For the home page, I allowed the gallery to expand and contract in number of columns based on the viewport width. The widths of the boxes and of the media queries was done in ems/rems and the background images were set to ‘cover’ to accommodate changing font sizes. Because I wanted the gallery centered on the screen and still laid out with items floated left, I had to make separate media query stops for each number of columns (see related StackOverflow question if you have any alternatives). I went up to six. I also made the heading block get narrower when the viewport gets narrow enough.

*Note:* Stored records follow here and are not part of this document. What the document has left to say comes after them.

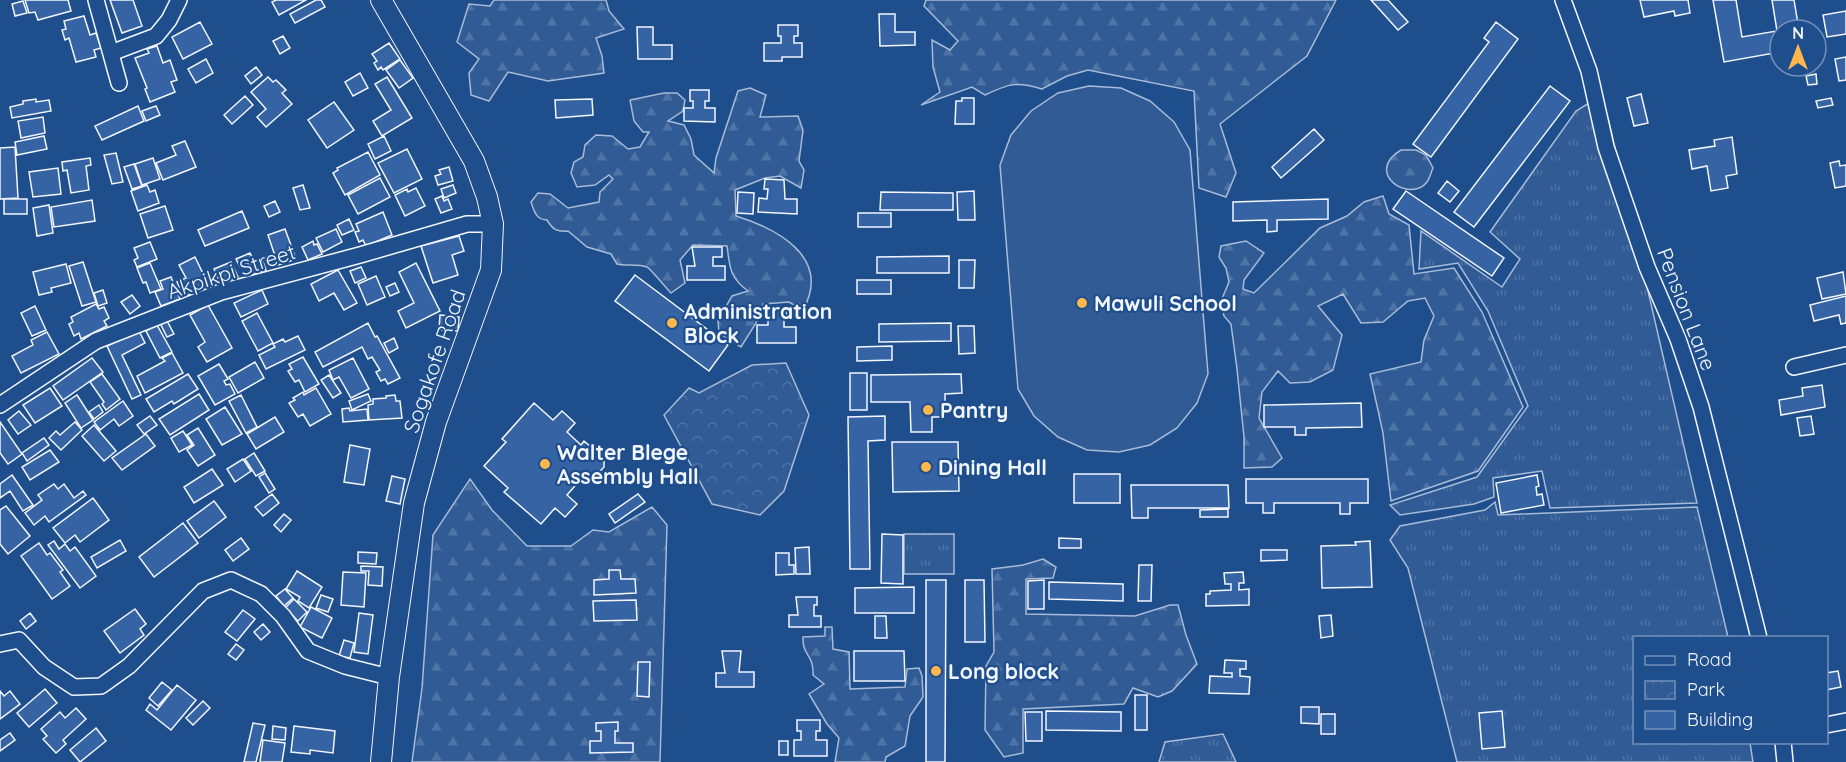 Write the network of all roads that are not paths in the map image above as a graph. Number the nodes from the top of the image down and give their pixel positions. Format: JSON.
{"nodes":[{"id":1,"x":96,"y":0,"type":"edge"},
{"id":2,"x":179,"y":0,"type":"edge"},
{"id":3,"x":381,"y":0,"type":"edge"},
{"id":4,"x":1563,"y":0,"type":"edge"},
{"id":5,"x":111,"y":52,"type":"junction"},
{"id":6,"x":119,"y":83,"type":"dead end"},
{"id":7,"x":493,"y":224,"type":"junction"},
{"id":8,"x":1846,"y":355,"type":"edge"},
{"id":9,"x":1794,"y":367,"type":"dead end"},
{"id":10,"x":0,"y":405,"type":"edge"},
{"id":11,"x":1758,"y":636,"type":"edge"},
{"id":12,"x":0,"y":644,"type":"edge"},
{"id":13,"x":389,"y":676,"type":"junction"},
{"id":14,"x":1846,"y":721,"type":"edge"},
{"id":15,"x":1828,"y":725,"type":"edge"},
{"id":16,"x":1783,"y":744,"type":"edge"},
{"id":17,"x":381,"y":762,"type":"edge"},
{"id":18,"x":1785,"y":762,"type":"edge"}],
"edges":[{"from":1,"to":5,"type":"street"},
{"from":2,"to":5,"type":"street"},
{"from":3,"to":7,"type":"main road","name":"Sogakofe Road"},
{"from":4,"to":11,"type":"street","name":"Pension Lane"},
{"from":5,"to":6,"type":"street"},
{"from":7,"to":10,"type":"street","name":"Akpikpi Street"},
{"from":7,"to":13,"type":"main road","name":"Sogakofe Road"},
{"from":8,"to":9,"type":"street"},
{"from":12,"to":13,"type":"street"},
{"from":13,"to":17,"type":"main road","name":"Sogakofe Road"},
{"from":14,"to":15,"type":"street"},
{"from":16,"to":18,"type":"street"}]} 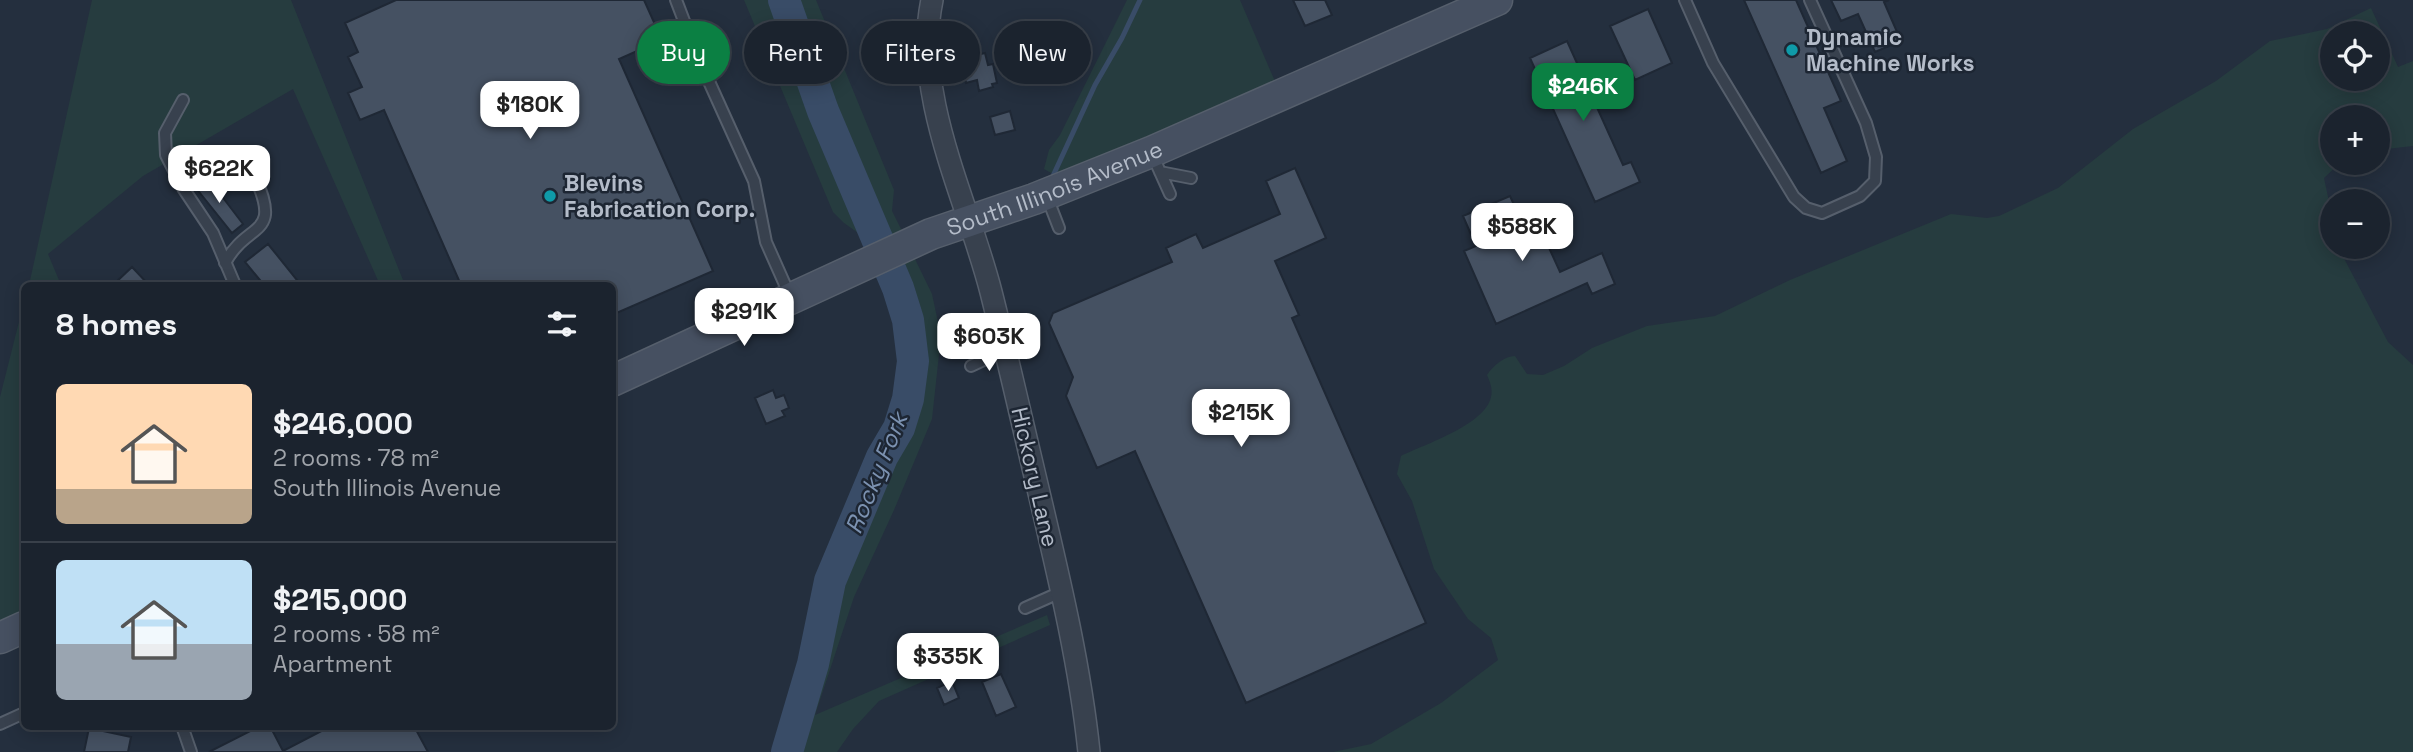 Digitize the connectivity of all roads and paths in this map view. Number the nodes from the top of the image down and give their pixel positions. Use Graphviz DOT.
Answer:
graph roads {
  1 [pos="677,0"];
  2 [pos="932,0"];
  3 [pos="1497,0"];
  4 [pos="1685,0"];
  5 [pos="1811,0"];
  6 [pos="183,100"];
  7 [pos="1155,162"];
  8 [pos="255,177"];
  9 [pos="1191,178"];
  10 [pos="1046,194"];
  11 [pos="1170,194"];
  12 [pos="968,221"];
  13 [pos="1059,228"];
  14 [pos="225,263"];
  15 [pos="233,282"];
  16 [pos="791,298"];
  17 [pos="1005,350"];
  18 [pos="971,366"];
  19 [pos="616,379"];
  20 [pos="1061,592"];
  21 [pos="1025,608"];
  22 [pos="21,628"];
  23 [pos="0,638"];
  24 [pos="21,714"];
  25 [pos="0,724"];
  26 [pos="183,730"];
  27 [pos="191,752"];
  28 [pos="1089,752"];
  1 -- 16 [label="lane"];
  2 -- 12 [label="street, Hickory Lane"];
  3 -- 7 [label="main road, South Illinois Avenue"];
  4 -- 5 [label="lane"];
  6 -- 14 [label="lane"];
  7 -- 9 [label="lane"];
  7 -- 10 [label="main road, South Illinois Avenue"];
  7 -- 11 [label="lane"];
  8 -- 14 [label="lane"];
  10 -- 12 [label="main road, South Illinois Avenue"];
  10 -- 13 [label="lane"];
  12 -- 16 [label="main road, South Illinois Avenue"];
  12 -- 17 [label="street, Hickory Lane"];
  14 -- 15 [label="lane"];
  16 -- 19 [label="main road, South Illinois Avenue"];
  17 -- 18 [label="lane"];
  17 -- 20 [label="street, Hickory Lane"];
  20 -- 21 [label="lane"];
  20 -- 28 [label="street, Hickory Lane"];
  22 -- 23 [label="main road"];
  24 -- 25 [label="lane"];
  26 -- 27 [label="lane"];
}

For interior pages, I made them a fixed width if the viewport is wider than the em equivalent of our standard 960px. I also have two columns on some pages for the top text content and three columns for the bottom list. When going narrower than 960px equivalent, the site becomes 100% width. The gallery loses columns just like on the home page as the viewport shrinks. At certain points, the text content and lists lose columns as well. A floated image in the text content gets moved above it near the narrowest of widths.

Older Browsers

For the homepage, the flexible number of columns works in non media query browsers just fine, except that there is no centering. The heading block does not narrow either.

The internal layout degrades rather gracefully as well. It maintains the max-width to 100% width switch back to IE7. IE9 and lower don’t support text columns at all, so they can’t even have the effects of losing them. Losing the text columns for the top text content area is not really a big deal, just making for longer text lines. For the bottom lists, though, they become rather long. The image gallery does lose columns as expected. The floated image at the top remains floated for IE8-, which is not that big of a deal.

These older browsers are dropping in usage numbers. The farther they drop, the more plausible it is to use a variety of techniques, including the media queries that are an important part of responsive design. If only IE9 had columns support.

Conclusion

I really enjoyed doing this layout and liked how it turned out. It looks rather nice on phones and various widths of larger viewports. I learned a good bit about making a responsive layout work, even if this was a fairly simple one. Some sophisticated flexibility can be created in sites, and other CSS developments, such as flexbox and grid layout will allow even more flexibility as they become fleshed out and more well supported. I hope to be able to use this stuff more. Gotta get back to working on my own site at some point…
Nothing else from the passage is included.